Boss Scotto sulla barca con la vara di Sant’Antonio durante processione (ft e vd)

Un nuovo duro colpo è stato inferto stamani a Cosa nostra dalla Dia di Palermo che ha arrestato 8 persone nell’ambito dell’operazione White Shark che ha visto coinvolta la famiglia mafiosa dell’Arenella-Vergine Maria. Per sette di loro si sono aperte le porte del carcere; per uno sono stati disposti gli arresti domiciliari. Il Gip di […]

Pubblicato 4 anni fa

Un nuovo duro colpo è stato
inferto stamani a Cosa nostra dalla Dia di Palermo che ha arrestato 8 persone
nell’ambito dell’operazione White Shark che ha visto coinvolta la famiglia
mafiosa dell’Arenella-Vergine Maria. Per sette di loro si sono aperte le porte
del carcere; per uno sono stati disposti gli arresti domiciliari.

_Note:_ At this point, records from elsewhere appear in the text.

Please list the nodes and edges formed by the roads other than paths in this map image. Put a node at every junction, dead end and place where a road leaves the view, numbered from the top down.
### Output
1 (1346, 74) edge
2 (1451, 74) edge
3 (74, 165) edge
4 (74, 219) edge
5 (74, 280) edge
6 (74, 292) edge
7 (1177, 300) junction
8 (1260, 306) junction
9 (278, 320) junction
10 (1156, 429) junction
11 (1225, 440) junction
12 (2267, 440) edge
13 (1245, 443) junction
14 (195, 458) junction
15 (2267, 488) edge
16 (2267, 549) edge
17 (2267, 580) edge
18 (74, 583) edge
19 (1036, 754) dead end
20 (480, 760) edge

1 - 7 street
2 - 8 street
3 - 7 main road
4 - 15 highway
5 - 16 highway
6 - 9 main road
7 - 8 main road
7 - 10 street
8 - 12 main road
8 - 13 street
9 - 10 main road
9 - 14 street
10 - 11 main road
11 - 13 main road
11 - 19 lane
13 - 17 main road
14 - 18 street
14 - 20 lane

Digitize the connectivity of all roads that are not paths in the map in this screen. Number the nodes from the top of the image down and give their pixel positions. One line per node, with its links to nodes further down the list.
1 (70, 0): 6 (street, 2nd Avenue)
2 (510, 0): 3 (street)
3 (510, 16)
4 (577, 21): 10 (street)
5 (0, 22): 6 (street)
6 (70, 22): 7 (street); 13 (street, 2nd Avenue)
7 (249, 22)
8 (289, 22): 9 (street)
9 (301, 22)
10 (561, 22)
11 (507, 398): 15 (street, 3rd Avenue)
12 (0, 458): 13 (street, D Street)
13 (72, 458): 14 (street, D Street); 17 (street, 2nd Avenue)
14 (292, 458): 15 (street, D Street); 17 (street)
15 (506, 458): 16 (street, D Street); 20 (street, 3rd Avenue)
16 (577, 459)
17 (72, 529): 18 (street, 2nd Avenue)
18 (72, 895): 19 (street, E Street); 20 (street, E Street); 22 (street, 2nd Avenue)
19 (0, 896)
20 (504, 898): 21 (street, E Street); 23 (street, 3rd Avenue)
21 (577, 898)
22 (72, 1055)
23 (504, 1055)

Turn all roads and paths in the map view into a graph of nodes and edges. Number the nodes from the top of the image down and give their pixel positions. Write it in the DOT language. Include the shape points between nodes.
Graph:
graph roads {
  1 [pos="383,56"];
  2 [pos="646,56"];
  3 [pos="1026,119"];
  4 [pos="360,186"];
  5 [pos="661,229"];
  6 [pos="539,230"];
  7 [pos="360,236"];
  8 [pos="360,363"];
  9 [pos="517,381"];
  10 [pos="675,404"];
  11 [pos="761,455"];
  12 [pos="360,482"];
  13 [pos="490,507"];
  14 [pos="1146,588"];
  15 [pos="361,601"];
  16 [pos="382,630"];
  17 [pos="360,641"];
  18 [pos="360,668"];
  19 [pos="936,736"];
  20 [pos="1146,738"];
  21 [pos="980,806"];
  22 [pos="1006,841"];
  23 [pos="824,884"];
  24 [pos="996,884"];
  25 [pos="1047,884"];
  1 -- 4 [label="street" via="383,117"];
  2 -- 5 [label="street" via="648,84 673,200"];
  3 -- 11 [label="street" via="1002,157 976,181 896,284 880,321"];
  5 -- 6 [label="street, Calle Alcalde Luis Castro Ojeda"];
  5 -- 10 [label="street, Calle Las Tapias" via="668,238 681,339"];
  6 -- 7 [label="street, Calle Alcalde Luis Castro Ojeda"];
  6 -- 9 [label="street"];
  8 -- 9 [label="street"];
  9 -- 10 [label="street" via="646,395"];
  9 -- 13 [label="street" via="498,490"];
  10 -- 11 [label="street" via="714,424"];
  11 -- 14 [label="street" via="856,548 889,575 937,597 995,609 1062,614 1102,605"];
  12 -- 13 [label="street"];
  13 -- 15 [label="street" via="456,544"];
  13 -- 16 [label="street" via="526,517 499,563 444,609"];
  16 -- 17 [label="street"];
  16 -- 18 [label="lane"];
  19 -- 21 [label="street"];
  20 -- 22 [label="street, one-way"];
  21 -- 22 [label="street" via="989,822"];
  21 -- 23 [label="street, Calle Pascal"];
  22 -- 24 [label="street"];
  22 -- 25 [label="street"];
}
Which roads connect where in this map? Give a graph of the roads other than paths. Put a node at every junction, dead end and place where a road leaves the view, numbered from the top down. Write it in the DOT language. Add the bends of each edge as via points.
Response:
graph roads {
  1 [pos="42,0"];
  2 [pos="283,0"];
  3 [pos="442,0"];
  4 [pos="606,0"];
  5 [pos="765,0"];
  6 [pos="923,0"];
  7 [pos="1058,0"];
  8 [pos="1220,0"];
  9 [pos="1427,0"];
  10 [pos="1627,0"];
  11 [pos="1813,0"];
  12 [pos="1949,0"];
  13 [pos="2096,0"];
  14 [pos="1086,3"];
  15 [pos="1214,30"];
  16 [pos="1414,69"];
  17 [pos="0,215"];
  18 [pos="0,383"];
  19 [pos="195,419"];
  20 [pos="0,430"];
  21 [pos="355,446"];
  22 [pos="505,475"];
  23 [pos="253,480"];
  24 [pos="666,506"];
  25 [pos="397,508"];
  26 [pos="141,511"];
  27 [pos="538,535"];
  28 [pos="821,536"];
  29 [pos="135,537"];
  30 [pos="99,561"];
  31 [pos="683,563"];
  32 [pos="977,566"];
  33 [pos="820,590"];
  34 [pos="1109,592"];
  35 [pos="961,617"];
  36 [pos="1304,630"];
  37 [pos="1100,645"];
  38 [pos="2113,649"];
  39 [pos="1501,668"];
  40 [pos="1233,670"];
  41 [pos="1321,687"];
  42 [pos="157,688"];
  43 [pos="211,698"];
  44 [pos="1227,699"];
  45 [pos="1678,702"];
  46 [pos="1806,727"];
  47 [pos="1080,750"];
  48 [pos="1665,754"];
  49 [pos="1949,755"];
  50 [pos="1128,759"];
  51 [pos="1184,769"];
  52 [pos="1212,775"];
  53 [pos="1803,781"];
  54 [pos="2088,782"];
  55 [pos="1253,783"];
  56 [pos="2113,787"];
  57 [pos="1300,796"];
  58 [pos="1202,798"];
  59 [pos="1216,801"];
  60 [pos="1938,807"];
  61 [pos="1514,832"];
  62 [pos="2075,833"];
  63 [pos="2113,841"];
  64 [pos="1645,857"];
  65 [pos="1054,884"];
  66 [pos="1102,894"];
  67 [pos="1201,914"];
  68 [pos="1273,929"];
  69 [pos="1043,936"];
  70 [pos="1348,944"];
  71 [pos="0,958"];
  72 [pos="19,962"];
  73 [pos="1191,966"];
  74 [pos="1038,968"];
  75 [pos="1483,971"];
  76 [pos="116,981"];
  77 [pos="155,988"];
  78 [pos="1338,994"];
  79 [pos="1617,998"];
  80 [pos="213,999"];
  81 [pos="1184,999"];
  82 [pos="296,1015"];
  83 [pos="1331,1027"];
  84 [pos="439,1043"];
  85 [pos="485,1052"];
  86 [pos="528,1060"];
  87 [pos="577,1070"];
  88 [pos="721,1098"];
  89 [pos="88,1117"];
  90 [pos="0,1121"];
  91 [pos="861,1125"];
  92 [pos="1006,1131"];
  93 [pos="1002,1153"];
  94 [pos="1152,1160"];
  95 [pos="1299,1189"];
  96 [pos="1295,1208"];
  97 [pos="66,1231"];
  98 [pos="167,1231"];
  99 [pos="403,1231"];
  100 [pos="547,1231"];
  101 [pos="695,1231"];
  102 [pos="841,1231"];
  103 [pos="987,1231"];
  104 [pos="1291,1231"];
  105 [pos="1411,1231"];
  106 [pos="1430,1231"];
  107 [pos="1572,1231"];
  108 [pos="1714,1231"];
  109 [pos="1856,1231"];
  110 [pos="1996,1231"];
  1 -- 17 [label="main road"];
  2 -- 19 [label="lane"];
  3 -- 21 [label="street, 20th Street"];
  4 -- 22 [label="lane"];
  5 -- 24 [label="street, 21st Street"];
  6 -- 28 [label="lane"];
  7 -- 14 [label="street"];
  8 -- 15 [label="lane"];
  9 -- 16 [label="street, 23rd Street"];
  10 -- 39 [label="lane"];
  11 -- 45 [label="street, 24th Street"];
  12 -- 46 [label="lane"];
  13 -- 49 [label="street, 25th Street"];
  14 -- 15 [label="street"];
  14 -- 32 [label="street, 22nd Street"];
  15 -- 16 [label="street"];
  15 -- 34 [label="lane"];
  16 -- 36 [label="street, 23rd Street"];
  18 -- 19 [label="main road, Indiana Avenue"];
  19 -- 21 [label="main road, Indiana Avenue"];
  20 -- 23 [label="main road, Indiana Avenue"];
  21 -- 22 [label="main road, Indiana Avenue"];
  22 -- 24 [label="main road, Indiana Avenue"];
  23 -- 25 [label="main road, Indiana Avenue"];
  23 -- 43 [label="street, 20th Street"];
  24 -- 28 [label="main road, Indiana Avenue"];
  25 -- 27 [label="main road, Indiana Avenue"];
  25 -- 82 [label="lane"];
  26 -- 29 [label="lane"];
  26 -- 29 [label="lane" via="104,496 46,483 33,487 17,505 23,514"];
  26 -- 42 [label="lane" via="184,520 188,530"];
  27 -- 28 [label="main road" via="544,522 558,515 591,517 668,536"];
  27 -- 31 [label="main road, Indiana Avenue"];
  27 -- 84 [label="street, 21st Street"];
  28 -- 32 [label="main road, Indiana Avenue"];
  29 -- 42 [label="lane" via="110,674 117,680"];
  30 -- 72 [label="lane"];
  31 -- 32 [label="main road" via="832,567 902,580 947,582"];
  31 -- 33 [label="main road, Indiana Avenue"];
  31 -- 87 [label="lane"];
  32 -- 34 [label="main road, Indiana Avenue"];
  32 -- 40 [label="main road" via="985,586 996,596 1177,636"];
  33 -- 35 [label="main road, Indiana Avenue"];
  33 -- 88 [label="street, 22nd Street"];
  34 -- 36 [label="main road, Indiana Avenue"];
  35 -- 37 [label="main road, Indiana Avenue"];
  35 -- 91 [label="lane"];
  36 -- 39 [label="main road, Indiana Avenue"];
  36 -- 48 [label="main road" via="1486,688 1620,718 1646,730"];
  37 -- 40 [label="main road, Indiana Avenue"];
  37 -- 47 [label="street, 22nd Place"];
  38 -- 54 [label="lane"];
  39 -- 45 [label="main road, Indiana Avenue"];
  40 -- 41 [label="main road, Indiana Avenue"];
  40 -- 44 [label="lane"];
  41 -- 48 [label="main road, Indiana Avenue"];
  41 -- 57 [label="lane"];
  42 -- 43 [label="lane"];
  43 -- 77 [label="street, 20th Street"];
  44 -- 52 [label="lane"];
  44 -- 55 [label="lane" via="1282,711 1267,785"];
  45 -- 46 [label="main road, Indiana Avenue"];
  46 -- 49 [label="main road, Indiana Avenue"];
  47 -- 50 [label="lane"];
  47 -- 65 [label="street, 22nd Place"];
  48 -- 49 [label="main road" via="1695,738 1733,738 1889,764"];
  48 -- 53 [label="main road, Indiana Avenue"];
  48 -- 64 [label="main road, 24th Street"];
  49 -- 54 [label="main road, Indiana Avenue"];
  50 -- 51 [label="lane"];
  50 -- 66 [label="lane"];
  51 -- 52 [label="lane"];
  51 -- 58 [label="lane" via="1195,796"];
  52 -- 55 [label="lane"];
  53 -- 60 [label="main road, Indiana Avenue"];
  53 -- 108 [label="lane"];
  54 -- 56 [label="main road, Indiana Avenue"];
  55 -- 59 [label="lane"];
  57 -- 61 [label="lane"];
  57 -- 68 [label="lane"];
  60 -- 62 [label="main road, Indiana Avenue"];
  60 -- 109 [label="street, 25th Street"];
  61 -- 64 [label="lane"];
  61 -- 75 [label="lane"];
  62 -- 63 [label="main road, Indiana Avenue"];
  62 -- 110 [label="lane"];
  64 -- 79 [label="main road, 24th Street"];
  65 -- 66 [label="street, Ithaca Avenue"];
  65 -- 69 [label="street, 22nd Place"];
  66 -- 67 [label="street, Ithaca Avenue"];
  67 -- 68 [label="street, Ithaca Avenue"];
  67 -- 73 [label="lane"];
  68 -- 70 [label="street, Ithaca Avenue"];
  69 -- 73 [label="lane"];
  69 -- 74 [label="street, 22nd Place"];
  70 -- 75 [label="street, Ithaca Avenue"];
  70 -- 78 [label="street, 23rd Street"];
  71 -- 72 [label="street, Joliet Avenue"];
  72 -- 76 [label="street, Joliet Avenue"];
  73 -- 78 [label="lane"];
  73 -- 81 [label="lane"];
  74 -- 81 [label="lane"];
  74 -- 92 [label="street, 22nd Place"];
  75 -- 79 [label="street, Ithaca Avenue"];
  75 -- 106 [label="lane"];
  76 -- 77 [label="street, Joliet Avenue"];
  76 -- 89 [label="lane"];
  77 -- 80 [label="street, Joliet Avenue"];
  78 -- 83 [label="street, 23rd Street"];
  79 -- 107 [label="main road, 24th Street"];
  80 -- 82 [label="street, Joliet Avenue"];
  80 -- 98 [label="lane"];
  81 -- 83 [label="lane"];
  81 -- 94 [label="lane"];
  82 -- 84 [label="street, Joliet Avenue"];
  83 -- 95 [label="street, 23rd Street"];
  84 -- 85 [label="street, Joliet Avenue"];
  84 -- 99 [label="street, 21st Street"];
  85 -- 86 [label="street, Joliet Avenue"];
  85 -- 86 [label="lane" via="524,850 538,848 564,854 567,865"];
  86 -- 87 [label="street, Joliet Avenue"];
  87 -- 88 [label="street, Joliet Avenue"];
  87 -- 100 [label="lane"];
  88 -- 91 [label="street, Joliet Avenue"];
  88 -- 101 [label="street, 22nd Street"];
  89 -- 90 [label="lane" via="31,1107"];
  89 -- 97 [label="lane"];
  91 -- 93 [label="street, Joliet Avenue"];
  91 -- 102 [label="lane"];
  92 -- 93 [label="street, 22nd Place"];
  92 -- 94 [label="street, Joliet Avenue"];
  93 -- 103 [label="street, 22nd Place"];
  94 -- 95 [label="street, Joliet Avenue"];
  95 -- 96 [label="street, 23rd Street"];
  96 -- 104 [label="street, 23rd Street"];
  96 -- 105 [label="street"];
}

Il Gip di Palermo ha accolto la conforme richiesta avanzata dalla Procura distrettuale di Palermo (Procuratore aggiunto Salvatore De Luca e Sostituti Amelia Luise e Laura Siani) disponendo ha l’arresto in carcere per Gaetano Scotto, 68 anni; Francesco Paolo Scotto, 73 anni; Pietro Scotto; Antonino Scotto, 41 anni; Vito Barbera,48 anni; Giuseppe Costa, 48 anni; Paolo Galioto, 29 anni. I reati contestati, sono tra gli altri, associazione mafiosa, estorsione aggravata, favoreggiamento.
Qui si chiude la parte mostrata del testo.